Porém, a pergunta que não quer calar: Esse livro é real? Ele existe ou existiu de verdade?

A resposta direta, infelizmente (ou felizmente) é não, o livro não existe e nunca existiu.

Agora com as expectativas mais baixas, vamos conhecer um pouco melhor a história por trás da origem do livro.

Um livro famoso

O criador do Necronomicon é ninguém mais, ninguém menos que Howard Phillips Lovecraft, ou como é mais conhecido, H.P. Lovecraft. Sim, o pai do senhor Cthulhu, Nyarlathotep, os Grandes Antigos e muitos outros.

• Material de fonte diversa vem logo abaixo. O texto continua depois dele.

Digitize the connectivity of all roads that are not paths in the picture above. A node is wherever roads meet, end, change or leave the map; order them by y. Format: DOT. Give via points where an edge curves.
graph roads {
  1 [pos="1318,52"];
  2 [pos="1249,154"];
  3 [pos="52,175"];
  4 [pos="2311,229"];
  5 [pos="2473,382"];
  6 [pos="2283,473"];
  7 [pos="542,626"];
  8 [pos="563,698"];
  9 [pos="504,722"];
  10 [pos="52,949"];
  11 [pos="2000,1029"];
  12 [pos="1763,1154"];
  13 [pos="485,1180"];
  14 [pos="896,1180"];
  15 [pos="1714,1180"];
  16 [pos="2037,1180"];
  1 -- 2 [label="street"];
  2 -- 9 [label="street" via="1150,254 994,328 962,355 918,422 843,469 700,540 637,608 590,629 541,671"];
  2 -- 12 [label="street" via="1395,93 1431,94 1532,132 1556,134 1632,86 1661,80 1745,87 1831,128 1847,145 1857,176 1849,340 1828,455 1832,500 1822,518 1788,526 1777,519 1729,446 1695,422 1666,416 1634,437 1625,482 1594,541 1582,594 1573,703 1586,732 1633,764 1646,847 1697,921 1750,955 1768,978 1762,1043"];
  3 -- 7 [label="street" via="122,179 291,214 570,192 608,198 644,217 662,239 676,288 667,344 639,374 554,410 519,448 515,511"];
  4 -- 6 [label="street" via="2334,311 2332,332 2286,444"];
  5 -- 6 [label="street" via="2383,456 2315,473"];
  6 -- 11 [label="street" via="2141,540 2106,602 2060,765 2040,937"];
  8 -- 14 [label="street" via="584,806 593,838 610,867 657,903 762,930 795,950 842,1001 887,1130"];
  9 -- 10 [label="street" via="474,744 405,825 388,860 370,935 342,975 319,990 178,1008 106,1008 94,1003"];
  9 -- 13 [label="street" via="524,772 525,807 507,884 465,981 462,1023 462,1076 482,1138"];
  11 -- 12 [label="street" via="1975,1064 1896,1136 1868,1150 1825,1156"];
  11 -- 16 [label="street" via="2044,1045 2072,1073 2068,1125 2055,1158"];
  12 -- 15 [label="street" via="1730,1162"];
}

Pode-se dizer que o Necronomicon é quase um personagem recorrente em muitas histórias do autor. Obras como Nas Montanhas da Loucura e A Sombra Perdida no Tempo, mencionam o livro várias e várias vezes. É muito comum, nos contos de Lovecraft, que seus personagens percam a sanidade simplesmente por verem o livro. Os mais corajosos que decidem ler seu conteúdo acabam enlouquecendo completamente.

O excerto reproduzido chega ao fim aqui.